Candy corn is festive, it’s small, and everyone knows it tastes better if you eat it one color at a time.
A website called candystore.com has released the results of a survey (they claim they asked 40,000 people) naming the 10 Worst and 10 Best Halloween Candies.
On the list of worst, we have no argument with the No. 1: Circus peanuts. Circus peanuts should have been left behind with the guys who swept up after the elephants in the days when it was still OK to have elephants at the circus.
But the No. 2 spot was disturbing: Candy corn.
Look, candy corn is not a trick-or-treater thing. Candy corn is a bowl thing, something you put out in your office all October because . . . it’s October. Check that bowl at the end of the day. It will be empty. Why is it empty? Because everyone grabs a handful whenever they pass the bowl. That isn’t the sign of a candy everyone hates.
Have we become too boring and predictable in our candy choices? Take a look at the 10 Best and try to hold back your yawns:
1. Reese’s Peanut Butter Cups. (OK, we’ll agree as long as you remember to put them in the refrigerator, where they achieve their best texture).
2. Snickers. (Double yawn.)
3. Twix. (Triple yawn. They’re just cookie sticks.)
4. Kit Kat. (Give us a break.)
5. M&Ms. (OK, as long as you make them peanut.)
6. Nerds. (They’re just Smarties without the wrapper.)
7. Butterfinger. (At No. 7, below Snickers? Who are these people?)
8. Sour Patch Kids. (The one candy kids can trust that their parents won’t want to eat.)
9. Skittles. (Chewy, but that’s about it.)

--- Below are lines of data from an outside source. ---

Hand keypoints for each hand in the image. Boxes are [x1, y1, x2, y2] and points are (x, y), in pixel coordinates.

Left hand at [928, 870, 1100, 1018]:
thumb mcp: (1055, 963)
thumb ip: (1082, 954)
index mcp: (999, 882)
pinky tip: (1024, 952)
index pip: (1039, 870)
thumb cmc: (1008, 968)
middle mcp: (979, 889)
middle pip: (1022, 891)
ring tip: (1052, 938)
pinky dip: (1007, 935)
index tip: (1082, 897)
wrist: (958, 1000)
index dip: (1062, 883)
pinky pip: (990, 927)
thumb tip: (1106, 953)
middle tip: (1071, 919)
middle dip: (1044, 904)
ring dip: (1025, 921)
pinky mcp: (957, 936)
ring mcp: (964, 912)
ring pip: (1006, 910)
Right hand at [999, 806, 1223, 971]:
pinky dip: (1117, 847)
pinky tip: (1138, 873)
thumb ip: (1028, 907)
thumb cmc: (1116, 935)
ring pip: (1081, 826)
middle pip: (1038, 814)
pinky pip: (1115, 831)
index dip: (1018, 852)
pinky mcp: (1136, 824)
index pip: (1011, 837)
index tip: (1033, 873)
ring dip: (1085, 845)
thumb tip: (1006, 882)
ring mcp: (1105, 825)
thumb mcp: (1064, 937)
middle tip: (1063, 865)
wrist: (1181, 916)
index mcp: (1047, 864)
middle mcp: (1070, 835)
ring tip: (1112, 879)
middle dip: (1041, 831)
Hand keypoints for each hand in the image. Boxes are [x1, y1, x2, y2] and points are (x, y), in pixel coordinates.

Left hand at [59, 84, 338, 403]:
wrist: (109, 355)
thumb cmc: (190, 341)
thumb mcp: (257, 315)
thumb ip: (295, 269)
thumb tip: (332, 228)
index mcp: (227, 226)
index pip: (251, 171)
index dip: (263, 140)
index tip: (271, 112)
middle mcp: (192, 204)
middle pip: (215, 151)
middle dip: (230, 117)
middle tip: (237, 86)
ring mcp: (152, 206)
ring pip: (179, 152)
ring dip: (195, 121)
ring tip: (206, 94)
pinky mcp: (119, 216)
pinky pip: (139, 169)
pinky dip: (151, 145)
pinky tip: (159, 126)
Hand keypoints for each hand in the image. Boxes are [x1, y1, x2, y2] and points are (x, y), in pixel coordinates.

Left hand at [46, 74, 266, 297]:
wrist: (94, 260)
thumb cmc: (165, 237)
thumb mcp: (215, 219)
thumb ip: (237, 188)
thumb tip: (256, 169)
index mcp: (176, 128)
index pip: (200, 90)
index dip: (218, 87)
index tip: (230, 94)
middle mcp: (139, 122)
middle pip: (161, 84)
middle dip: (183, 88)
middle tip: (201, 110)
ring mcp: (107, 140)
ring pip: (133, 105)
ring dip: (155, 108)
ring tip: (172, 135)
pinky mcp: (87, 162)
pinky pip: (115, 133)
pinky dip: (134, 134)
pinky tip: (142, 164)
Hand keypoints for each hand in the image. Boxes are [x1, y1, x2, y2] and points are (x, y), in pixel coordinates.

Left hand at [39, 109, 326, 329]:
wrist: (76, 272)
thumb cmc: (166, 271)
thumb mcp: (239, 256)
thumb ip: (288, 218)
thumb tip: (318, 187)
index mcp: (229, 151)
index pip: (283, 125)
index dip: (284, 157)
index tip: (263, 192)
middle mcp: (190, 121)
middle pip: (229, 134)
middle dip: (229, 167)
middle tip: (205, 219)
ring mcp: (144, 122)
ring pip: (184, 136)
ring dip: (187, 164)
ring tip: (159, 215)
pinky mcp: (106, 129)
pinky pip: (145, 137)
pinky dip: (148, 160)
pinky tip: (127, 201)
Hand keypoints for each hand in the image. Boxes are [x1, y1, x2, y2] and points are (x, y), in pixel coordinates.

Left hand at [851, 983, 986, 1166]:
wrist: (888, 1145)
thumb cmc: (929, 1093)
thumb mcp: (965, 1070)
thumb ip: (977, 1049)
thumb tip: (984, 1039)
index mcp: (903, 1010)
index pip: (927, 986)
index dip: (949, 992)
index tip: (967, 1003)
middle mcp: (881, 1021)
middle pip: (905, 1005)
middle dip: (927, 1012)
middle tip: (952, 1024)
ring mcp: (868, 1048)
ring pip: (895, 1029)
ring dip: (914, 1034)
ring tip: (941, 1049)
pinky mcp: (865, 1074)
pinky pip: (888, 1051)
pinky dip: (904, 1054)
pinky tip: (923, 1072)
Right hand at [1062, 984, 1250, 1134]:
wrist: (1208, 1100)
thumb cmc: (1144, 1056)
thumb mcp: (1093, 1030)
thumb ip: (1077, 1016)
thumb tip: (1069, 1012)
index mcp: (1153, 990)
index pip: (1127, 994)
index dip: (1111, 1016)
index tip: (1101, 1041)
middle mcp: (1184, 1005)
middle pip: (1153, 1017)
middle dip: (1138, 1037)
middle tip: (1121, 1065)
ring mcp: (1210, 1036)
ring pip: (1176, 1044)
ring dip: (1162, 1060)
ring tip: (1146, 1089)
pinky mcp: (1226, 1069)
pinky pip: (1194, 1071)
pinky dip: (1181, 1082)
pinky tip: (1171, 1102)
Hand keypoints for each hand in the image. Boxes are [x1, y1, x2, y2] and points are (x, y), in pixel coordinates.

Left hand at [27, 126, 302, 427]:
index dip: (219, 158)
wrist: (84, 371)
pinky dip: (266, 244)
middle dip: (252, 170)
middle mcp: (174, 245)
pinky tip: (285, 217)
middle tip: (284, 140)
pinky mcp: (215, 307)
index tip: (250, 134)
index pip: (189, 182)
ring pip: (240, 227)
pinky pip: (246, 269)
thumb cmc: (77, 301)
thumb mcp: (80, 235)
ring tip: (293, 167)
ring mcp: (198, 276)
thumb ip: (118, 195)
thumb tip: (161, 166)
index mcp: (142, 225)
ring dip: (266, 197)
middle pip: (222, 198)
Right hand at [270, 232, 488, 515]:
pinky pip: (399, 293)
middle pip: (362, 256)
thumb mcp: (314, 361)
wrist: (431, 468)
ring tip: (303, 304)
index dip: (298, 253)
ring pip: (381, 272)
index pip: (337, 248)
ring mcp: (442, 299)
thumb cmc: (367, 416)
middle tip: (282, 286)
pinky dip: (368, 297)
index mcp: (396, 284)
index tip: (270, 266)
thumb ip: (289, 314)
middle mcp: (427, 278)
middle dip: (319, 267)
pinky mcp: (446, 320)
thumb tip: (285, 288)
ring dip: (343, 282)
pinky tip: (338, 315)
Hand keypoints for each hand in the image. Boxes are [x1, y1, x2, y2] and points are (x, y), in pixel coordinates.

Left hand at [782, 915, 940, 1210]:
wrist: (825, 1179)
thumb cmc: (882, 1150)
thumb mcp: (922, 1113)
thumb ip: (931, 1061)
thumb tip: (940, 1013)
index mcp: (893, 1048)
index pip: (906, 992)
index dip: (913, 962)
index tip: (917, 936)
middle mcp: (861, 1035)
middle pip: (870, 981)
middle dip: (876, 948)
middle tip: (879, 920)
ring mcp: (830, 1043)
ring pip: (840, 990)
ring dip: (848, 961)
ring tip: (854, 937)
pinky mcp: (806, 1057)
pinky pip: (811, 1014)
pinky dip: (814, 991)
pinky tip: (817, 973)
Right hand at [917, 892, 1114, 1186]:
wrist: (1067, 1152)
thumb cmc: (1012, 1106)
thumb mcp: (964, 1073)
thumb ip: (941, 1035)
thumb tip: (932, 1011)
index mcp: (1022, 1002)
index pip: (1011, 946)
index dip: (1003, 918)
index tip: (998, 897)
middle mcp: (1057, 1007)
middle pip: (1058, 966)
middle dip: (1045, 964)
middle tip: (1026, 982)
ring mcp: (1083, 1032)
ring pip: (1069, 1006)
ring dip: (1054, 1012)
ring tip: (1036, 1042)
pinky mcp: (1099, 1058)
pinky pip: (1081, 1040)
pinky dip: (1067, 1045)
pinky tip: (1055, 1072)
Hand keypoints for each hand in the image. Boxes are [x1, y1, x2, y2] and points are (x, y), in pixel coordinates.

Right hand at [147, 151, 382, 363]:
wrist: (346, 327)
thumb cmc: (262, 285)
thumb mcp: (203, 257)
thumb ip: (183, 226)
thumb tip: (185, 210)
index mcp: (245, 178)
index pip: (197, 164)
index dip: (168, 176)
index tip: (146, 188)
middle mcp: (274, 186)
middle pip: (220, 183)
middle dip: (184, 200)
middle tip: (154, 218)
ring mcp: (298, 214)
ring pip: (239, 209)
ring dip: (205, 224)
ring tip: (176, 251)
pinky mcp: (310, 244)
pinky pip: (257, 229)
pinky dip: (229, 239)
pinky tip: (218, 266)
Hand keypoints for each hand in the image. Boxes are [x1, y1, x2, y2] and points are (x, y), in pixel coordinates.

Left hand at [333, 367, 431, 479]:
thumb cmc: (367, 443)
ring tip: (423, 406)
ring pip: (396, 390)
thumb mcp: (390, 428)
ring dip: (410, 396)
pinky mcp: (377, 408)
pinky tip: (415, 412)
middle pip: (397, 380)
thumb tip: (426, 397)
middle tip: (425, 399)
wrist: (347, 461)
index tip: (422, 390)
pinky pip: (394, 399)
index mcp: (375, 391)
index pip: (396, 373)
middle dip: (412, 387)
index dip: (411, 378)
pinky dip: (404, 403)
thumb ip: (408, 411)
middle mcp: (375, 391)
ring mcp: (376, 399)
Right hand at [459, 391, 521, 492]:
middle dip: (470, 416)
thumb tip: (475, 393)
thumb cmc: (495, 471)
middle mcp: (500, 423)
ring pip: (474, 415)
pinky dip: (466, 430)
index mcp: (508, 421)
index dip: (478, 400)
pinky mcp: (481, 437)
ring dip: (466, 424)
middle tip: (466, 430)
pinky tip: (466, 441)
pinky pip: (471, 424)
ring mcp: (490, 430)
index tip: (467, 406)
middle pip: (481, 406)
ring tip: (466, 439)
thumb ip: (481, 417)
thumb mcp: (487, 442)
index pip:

10. Hershey Bar. (The most boring chocolate bar of all time.)
Now, the worst, from top to bottom:
1. Circus peanuts.
2. Candy corn.
3. Wax bottles. (Who still gives these out?)
4. Necco wafers. (Save them for Valentine’s, when they’re better as hearts.)
5. Peanut butter kisses. (Too many allergy problems.)
6. Tootsie Rolls (seriously, America hates Tootsies now?)
7. Smarties. (Yes, they’re chalky. But they’re like tiny tart hockey pucks.)
8. Licorice. (Agreed. America has the world’s worst licorice.)
9. Good & Plenty. (Candy-covered licorice. Bleh.)
10. Mary Janes. (Not nearly as good as Bit-O-Honey.)
Seriously, though: Does candy corn really deserve to be on any list that didn’t include wax lips as the worst?